I think we started having early in-person voting and no-excuse mail-in voting for statewide general elections starting in 2016, and it was extended to all state and local elections for 2020 as an emergency pandemic measure. But the mail-in ballots aren’t sent to everyone–you still have to ask for one.
Oddly, at least at first, the old absentee ballots you requested with an excuse continued to exist alongside the mail-in ballots everyone could request as a separate system; I don’t know if that is still the case.
I did early voting in 2016 mostly because I was curious how it worked (and in that nasty and enervating cycle I thought I’d derive some small comfort from at least getting my own vote over with).
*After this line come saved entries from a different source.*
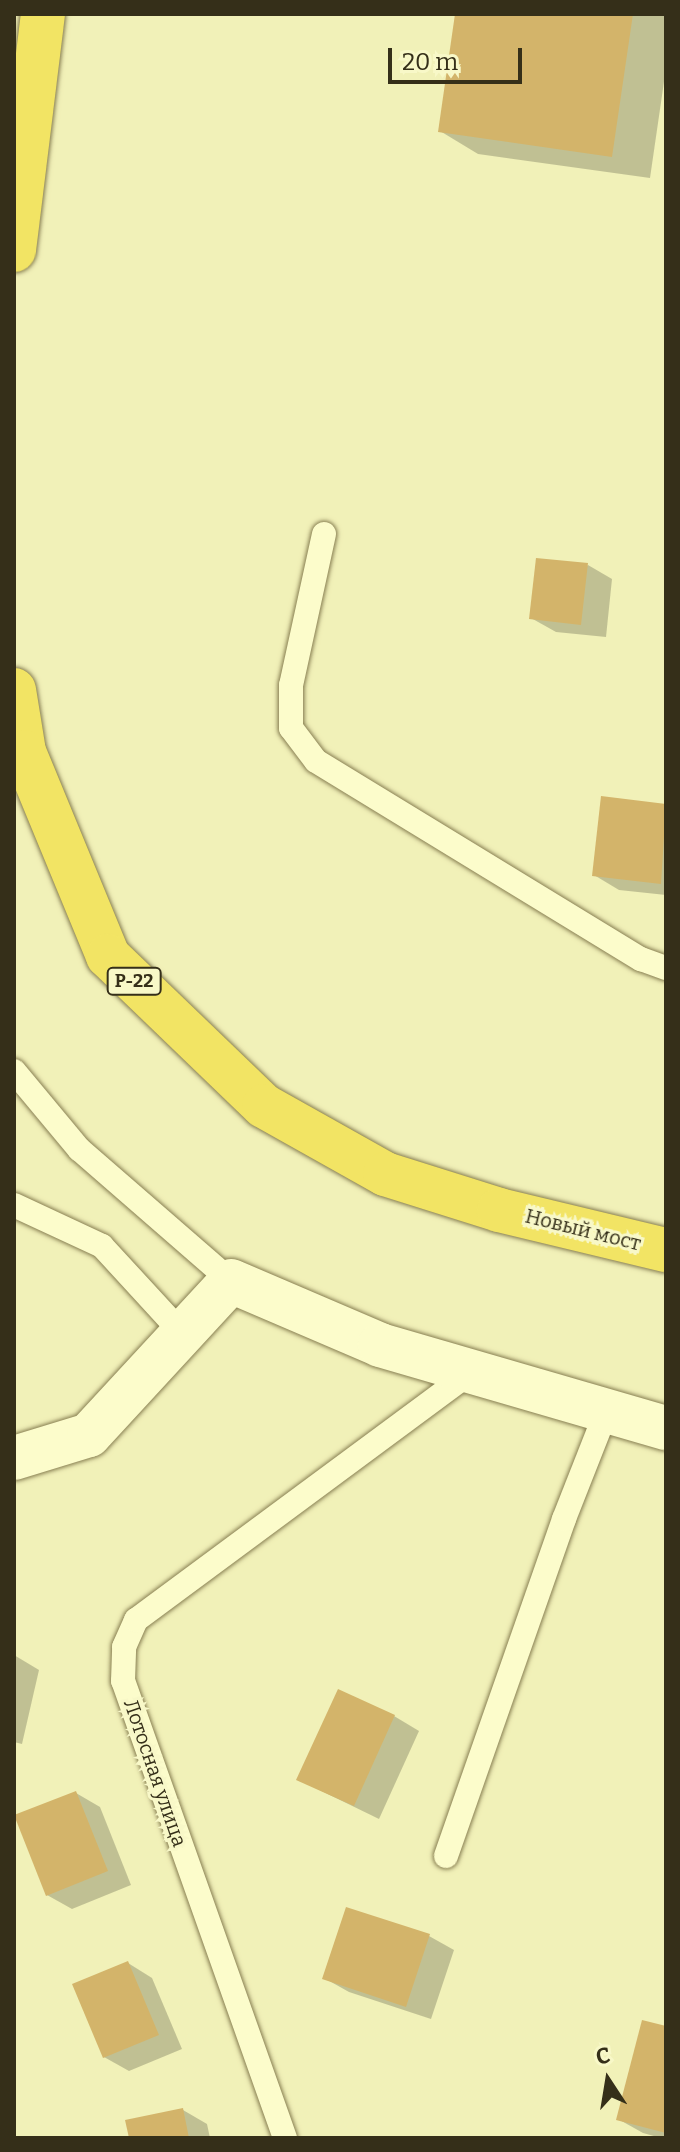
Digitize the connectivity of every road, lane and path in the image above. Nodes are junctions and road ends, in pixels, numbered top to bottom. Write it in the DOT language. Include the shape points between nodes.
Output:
graph roads {
  1 [pos="43,14"];
  2 [pos="14,250"];
  3 [pos="324,534"];
  4 [pos="14,690"];
  5 [pos="666,968"];
  6 [pos="14,1071"];
  7 [pos="14,1205"];
  8 [pos="666,1250"];
  9 [pos="231,1281"];
  10 [pos="183,1334"];
  11 [pos="472,1371"];
  12 [pos="607,1410"];
  13 [pos="666,1428"];
  14 [pos="14,1458"];
  15 [pos="446,1856"];
  16 [pos="285,2138"];
  1 -- 2 [label="highway"];
  3 -- 5 [label="lane" via="291,685 291,728 316,761 641,959"];
  4 -- 8 [label="highway, Новый мост / Р-22" via="24,752 108,956 264,1106 385,1174 499,1210"];
  6 -- 9 [label="lane" via="79,1149"];
  7 -- 10 [label="lane" via="102,1246"];
  9 -- 10 [label="street"];
  9 -- 11 [label="street" via="380,1345"];
  10 -- 14 [label="street" via="89,1435"];
  11 -- 12 [label="street"];
  11 -- 16 [label="lane, Лотосная улица" via="136,1620 124,1647 123,1681"];
  12 -- 13 [label="street"];
  12 -- 15 [label="lane"];
}
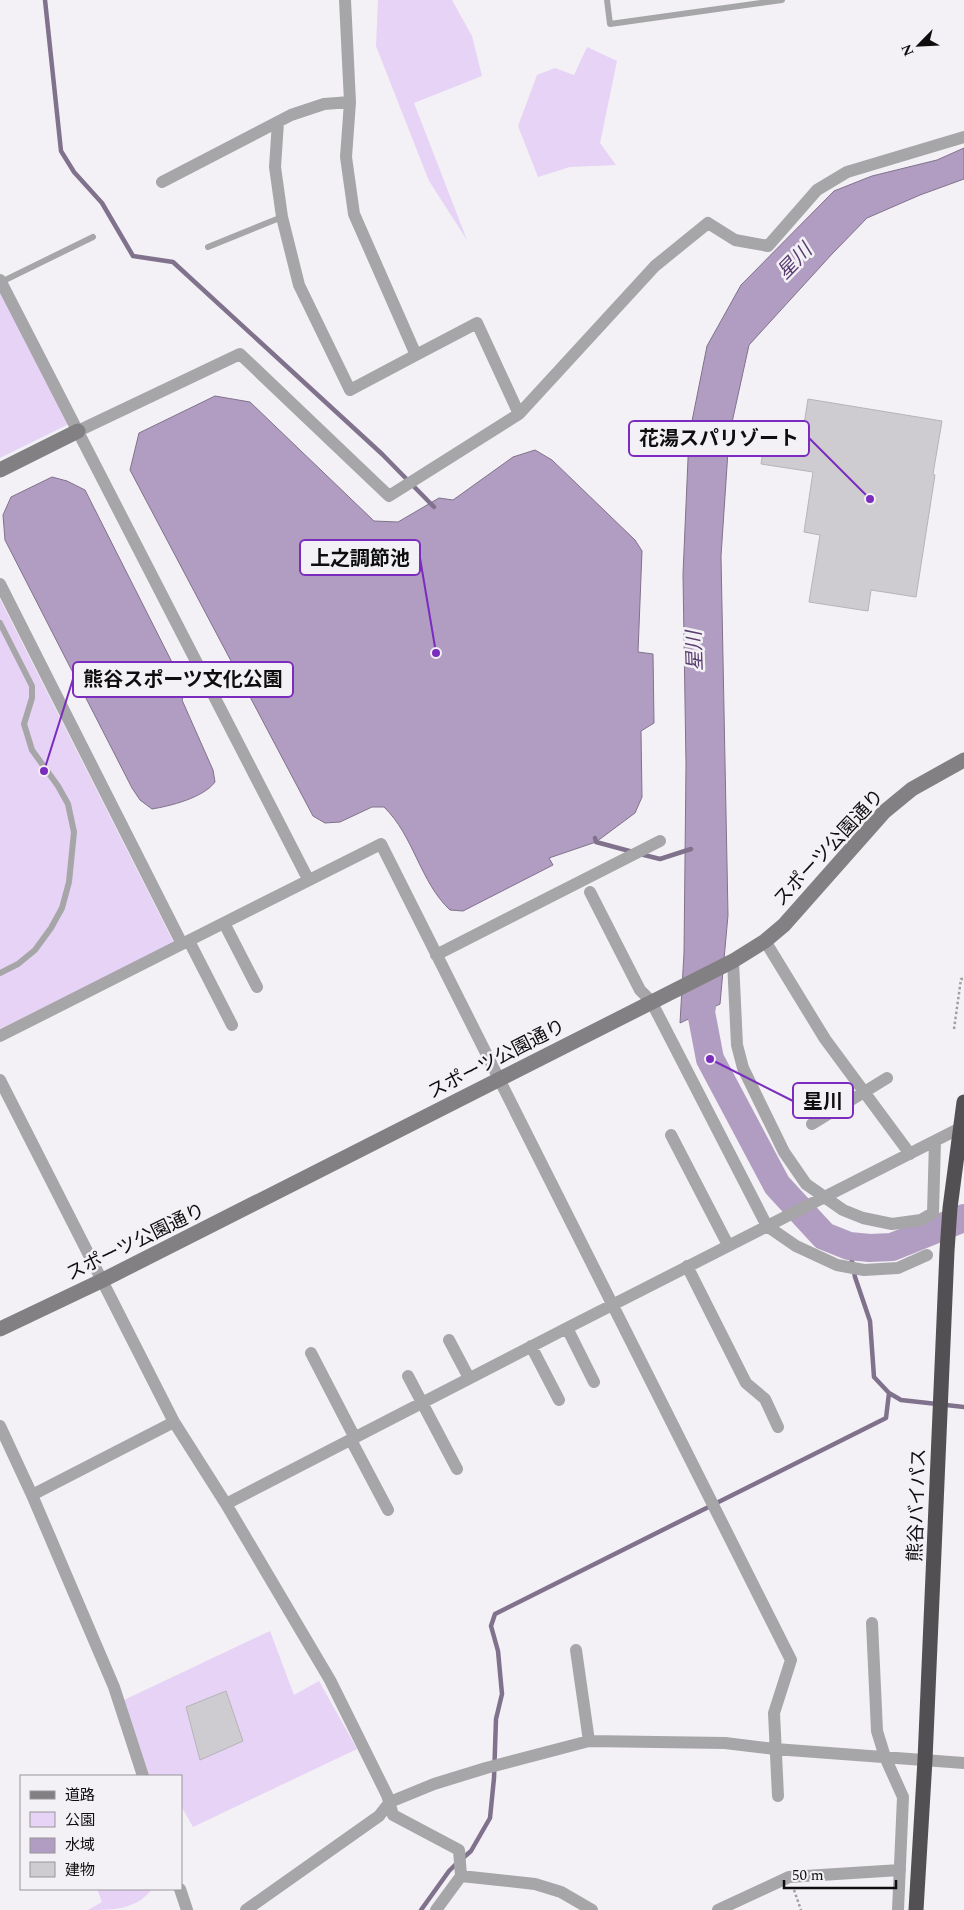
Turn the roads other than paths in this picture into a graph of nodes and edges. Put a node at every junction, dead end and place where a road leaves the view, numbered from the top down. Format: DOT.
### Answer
graph roads {
  1 [pos="345,0"];
  2 [pos="608,0"];
  3 [pos="782,0"];
  4 [pos="350,102"];
  5 [pos="278,122"];
  6 [pos="964,137"];
  7 [pos="162,182"];
  8 [pos="282,217"];
  9 [pos="93,237"];
  10 [pos="208,247"];
  11 [pos="1,281"];
  12 [pos="4,299"];
  13 [pos="416,355"];
  14 [pos="519,414"];
  15 [pos="78,431"];
  16 [pos="0,470"];
  17 [pos="0,584"];
  18 [pos="0,622"];
  19 [pos="964,760"];
  20 [pos="660,841"];
  21 [pos="308,880"];
  22 [pos="590,892"];
  23 [pos="224,923"];
  24 [pos="765,941"];
  25 [pos="185,942"];
  26 [pos="436,955"];
  27 [pos="733,960"];
  28 [pos="0,973"];
  29 [pos="257,987"];
  30 [pos="656,999"];
  31 [pos="232,1025"];
  32 [pos="0,1036"];
  33 [pos="887,1078"];
  34 [pos="500,1079"];
  35 [pos="0,1080"];
  36 [pos="864,1092"];
  37 [pos="964,1102"];
  38 [pos="812,1124"];
  39 [pos="963,1127"];
  40 [pos="671,1135"];
  41 [pos="935,1141"];
  42 [pos="910,1154"];
  43 [pos="824,1198"];
  44 [pos="766,1226"];
  45 [pos="728,1245"];
  46 [pos="927,1255"];
  47 [pos="687,1266"];
  48 [pos="101,1281"];
  49 [pos="612,1305"];
  50 [pos="566,1328"];
  51 [pos="0,1329"];
  52 [pos="450,1340"];
  53 [pos="531,1346"];
  54 [pos="312,1353"];
  55 [pos="408,1376"];
  56 [pos="469,1378"];
  57 [pos="594,1382"];
  58 [pos="559,1400"];
  59 [pos="422,1403"];
  60 [pos="174,1422"];
  61 [pos="0,1426"];
  62 [pos="778,1427"];
  63 [pos="353,1439"];
  64 [pos="457,1469"];
  65 [pos="32,1495"];
  66 [pos="226,1504"];
  67 [pos="388,1510"];
  68 [pos="872,1623"];
  69 [pos="576,1650"];
  70 [pos="589,1741"];
  71 [pos="775,1749"];
  72 [pos="885,1757"];
  73 [pos="925,1760"];
  74 [pos="964,1763"];
  75 [pos="143,1775"];
  76 [pos="778,1796"];
  77 [pos="390,1802"];
  78 [pos="900,1870"];
  79 [pos="461,1873"];
  80 [pos="180,1890"];
  81 [pos="187,1910"];
  82 [pos="246,1910"];
  83 [pos="436,1910"];
  84 [pos="592,1910"];
  85 [pos="718,1910"];
  86 [pos="898,1910"];
  87 [pos="916,1910"];
  1 -- 4 [label="street"];
  2 -- 3 [label="lane"];
  4 -- 5 [label="street"];
  4 -- 13 [label="street"];
  5 -- 7 [label="street"];
  5 -- 8 [label="street"];
  6 -- 14 [label="street"];
  8 -- 10 [label="lane"];
  8 -- 13 [label="street"];
  9 -- 11 [label="lane"];
  11 -- 12 [label="street"];
  12 -- 15 [label="street"];
  13 -- 14 [label="street"];
  14 -- 15 [label="street"];
  15 -- 16 [label="street"];
  15 -- 21 [label="street"];
  17 -- 25 [label="street"];
  18 -- 28 [label="lane"];
  19 -- 24 [label="street, スポーツ公園通り"];
  20 -- 26 [label="street"];
  21 -- 23 [label="street"];
  21 -- 26 [label="street"];
  22 -- 30 [label="street"];
  23 -- 25 [label="street"];
  23 -- 29 [label="street"];
  24 -- 27 [label="street, スポーツ公園通り"];
  24 -- 36 [label="street"];
  25 -- 31 [label="street"];
  25 -- 32 [label="street"];
  26 -- 34 [label="street"];
  27 -- 30 [label="street, スポーツ公園通り"];
  27 -- 43 [label="street"];
  30 -- 34 [label="street, スポーツ公園通り"];
  30 -- 44 [label="street"];
  33 -- 36 [label="street"];
  34 -- 48 [label="street, スポーツ公園通り"];
  34 -- 49 [label="street"];
  35 -- 48 [label="street"];
  36 -- 38 [label="street"];
  36 -- 42 [label="street"];
  37 -- 39 [label="highway, 熊谷バイパス"];
  39 -- 41 [label="street"];
  39 -- 73 [label="highway, 熊谷バイパス"];
  40 -- 45 [label="street"];
  41 -- 42 [label="street"];
  41 -- 43 [label="street"];
  42 -- 43 [label="street"];
  43 -- 44 [label="street"];
  44 -- 45 [label="street"];
  44 -- 46 [label="street"];
  45 -- 47 [label="street"];
  47 -- 49 [label="street"];
  47 -- 62 [label="street"];
  48 -- 51 [label="street, スポーツ公園通り"];
  48 -- 60 [label="street"];
  49 -- 50 [label="street"];
  49 -- 71 [label="street"];
  50 -- 53 [label="street"];
  50 -- 57 [label="street"];
  52 -- 56 [label="street"];
  53 -- 56 [label="street"];
  53 -- 58 [label="street"];
  54 -- 63 [label="street"];
  55 -- 59 [label="street"];
  56 -- 59 [label="street"];
  59 -- 63 [label="street"];
  59 -- 64 [label="street"];
  60 -- 65 [label="street"];
  60 -- 66 [label="street"];
  61 -- 65 [label="street"];
  63 -- 66 [label="street"];
  63 -- 67 [label="street"];
  65 -- 75 [label="street"];
  66 -- 77 [label="street"];
  68 -- 72 [label="street"];
  69 -- 70 [label="street"];
  70 -- 71 [label="street"];
  70 -- 77 [label="street"];
  71 -- 72 [label="street"];
  71 -- 76 [label="street"];
  72 -- 73 [label="street"];
  72 -- 78 [label="street"];
  73 -- 74 [label="street"];
  73 -- 87 [label="highway, 熊谷バイパス"];
  77 -- 79 [label="street"];
  77 -- 82 [label="street"];
  78 -- 85 [label="street"];
  78 -- 86 [label="street"];
  79 -- 83 [label="street"];
  79 -- 84 [label="street"];
  80 -- 81 [label="street"];
}
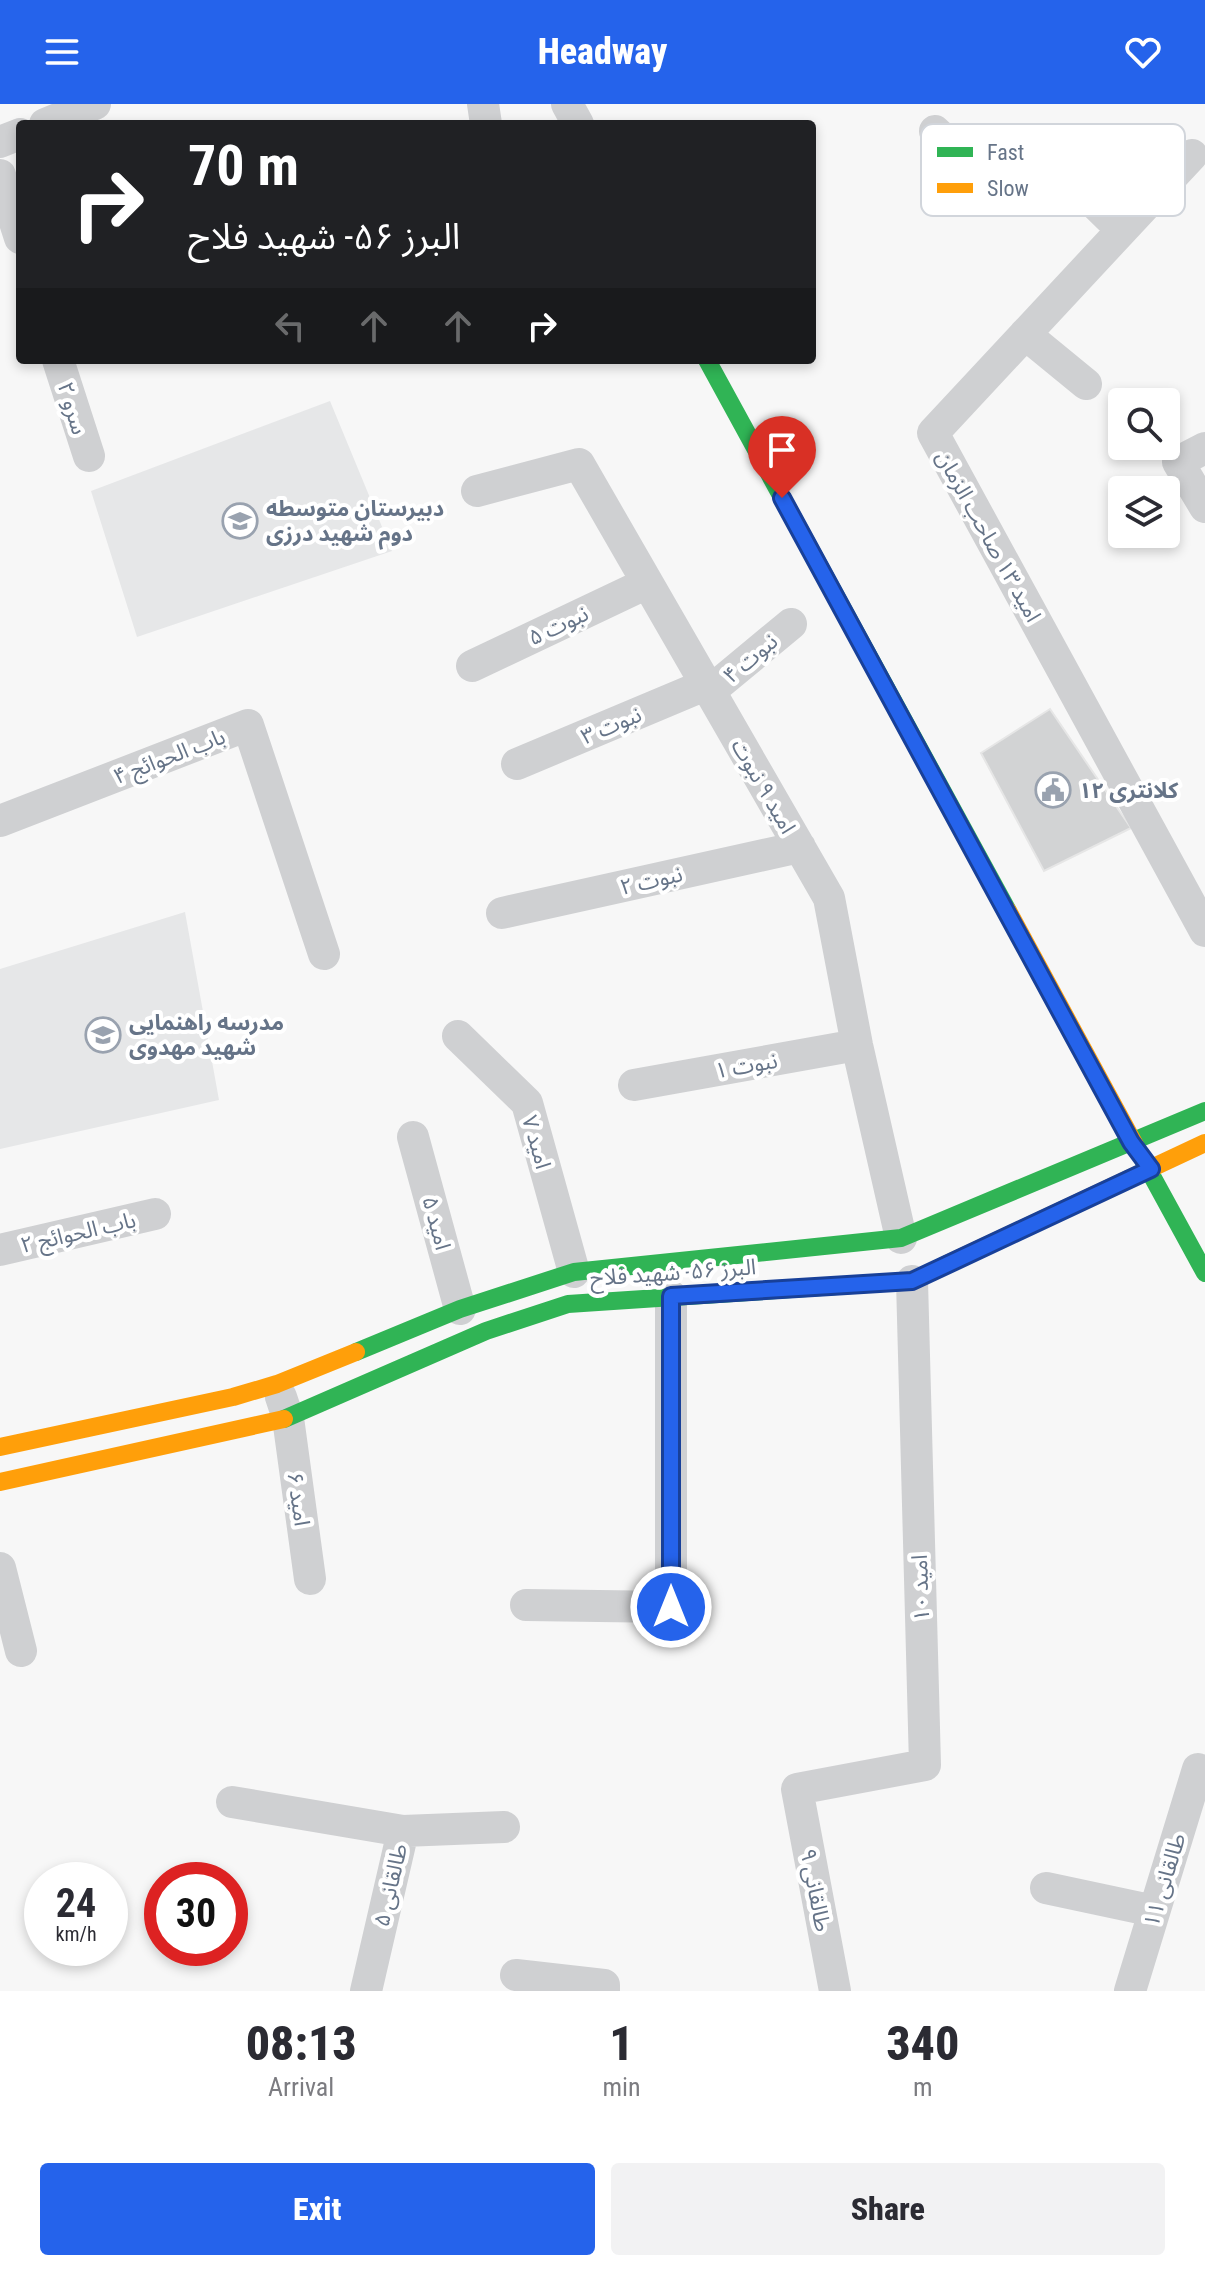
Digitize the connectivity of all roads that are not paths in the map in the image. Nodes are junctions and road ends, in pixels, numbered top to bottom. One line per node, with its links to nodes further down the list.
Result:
1 (95, 104): 2 (street)
2 (55, 120)
3 (1192, 155): 4 (street, امید ۱۳ صاحب الزمان)
4 (1185, 162)
5 (0, 175): 8 (street)
6 (1108, 216): 9 (street)
7 (1135, 216): 9 (street, امید ۱۳ صاحب الزمان)
8 (16, 225)
9 (1122, 230): 10 (street, امید ۱۳ صاحب الزمان)
10 (1025, 334): 13 (street); 26 (street, امید ۱۳ صاحب الزمان)
11 (59, 364): 15 (street, سرو ۲)
12 (709, 364): 33 (street)
13 (1086, 384)
14 (1205, 448): 17 (street)
15 (89, 456)
16 (477, 491): 18 (street, امید ۹ نبوت)
17 (1205, 507)
18 (645, 584): 20 (street, نبوت ۵); 21 (street, امید ۹ نبوت)
19 (791, 624): 21 (street, نبوت ۴)
20 (472, 666)
21 (707, 689): 22 (street, نبوت ۳); 24 (street, امید ۹ نبوت)
22 (517, 764)
23 (0, 821): 27 (street, باب الحوائج ۴)
24 (800, 847): 25 (street, نبوت ۲); 29 (street, امید ۹ نبوت)
25 (502, 913)
26 (1205, 931)
27 (324, 954)
28 (458, 1036): 39 (street, امید ۷)
29 (857, 1045): 30 (street, نبوت ۱); 37 (street, امید ۹ نبوت)
30 (634, 1085)
31 (1205, 1111): 33 (street, البرز ۵۶- شهید فلاح)
32 (413, 1137): 43 (street, امید ۵)
33 (1131, 1142): 35 (street); 37 (street, البرز ۵۶- شهید فلاح)
34 (1205, 1143): 35 (street, البرز ۵۶- شهید فلاح)
35 (1151, 1169): 40 (street); 41 (street, البرز ۵۶- شهید فلاح)
36 (155, 1214): 38 (street, باب الحوائج ۲)
37 (901, 1238): 39 (street, البرز ۵۶- شهید فلاح)
38 (0, 1250)
39 (574, 1272): 43 (street, البرز ۵۶- شهید فلاح)
40 (1205, 1273)
41 (912, 1281): 42 (street, البرز ۵۶- شهید فلاح); 53 (street, امید ۱۰)
42 (671, 1296): 45 (street, البرز ۵۶- شهید فلاح); 50 (street)
43 (460, 1309): 44 (street, البرز ۵۶- شهید فلاح)
44 (277, 1384): 45 (street, امید ۶); 46 (street, البرز ۵۶- شهید فلاح)
45 (288, 1418): 47 (street, البرز ۵۶- شهید فلاح); 49 (street, امید ۶)
46 (2, 1438)
47 (0, 1482)
48 (0, 1568): 51 (street)
49 (310, 1579)
50 (526, 1605)
51 (21, 1651)
52 (1198, 1769): 58 (street, طالقانی ۱۱)
53 (797, 1789): 62 (street, طالقانی ۹)
54 (232, 1802): 56 (street)
55 (504, 1827): 56 (street, طالقانی ۵)
56 (403, 1831): 60 (street, طالقانی ۵)
57 (1046, 1888): 58 (street)
58 (1154, 1911): 63 (street, طالقانی ۱۱)
59 (516, 1975): 61 (street)
60 (366, 1991)
61 (604, 1991)
62 (835, 1991)
63 (1130, 1991)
It was basically mail-in voting in person: there was a location at City Hall where they gave you a ballot (which could have different content depending on where you lived) and a manila envelope, you’d seal your completed ballot in the envelope and fill out and sign an affidavit on the envelope, then drop it in a box so it would be distributed to your precinct’s vote-counting location along with the mail ballots.
I recall some people saying they didn’t like voting early because what if something came up after they voted that would change their minds? The big October Surprise of that election was, of course, the Comey letter, and if anything it was making people less informed than they had been before it appeared.
WestworldEmployee7
@Anoniminous: Don’t forget North Carolina! It’s filled with low-IQ, uneducated woman, child and animal abusers driving $80K trucks!
Matt McIrvin
@Martin: Well, there were theories about the mechanics, which was why Dominion Voting got defamed in ways that they successfully sued over. These were echoes of the left’s theories about Diebold from the 2004 election. But it did seem like in 2020 they didn’t spend a whole lot of mental effort on picking at the mechanics.
Mousebumples
@eclare: thanks. ❤️
wjca
@Nelle:
This is great. I suspect that the image of lily-white Iowa owes a lot to overfocusing on some big (geographically) counties, rather that the whole population. Glad to have that confirmed.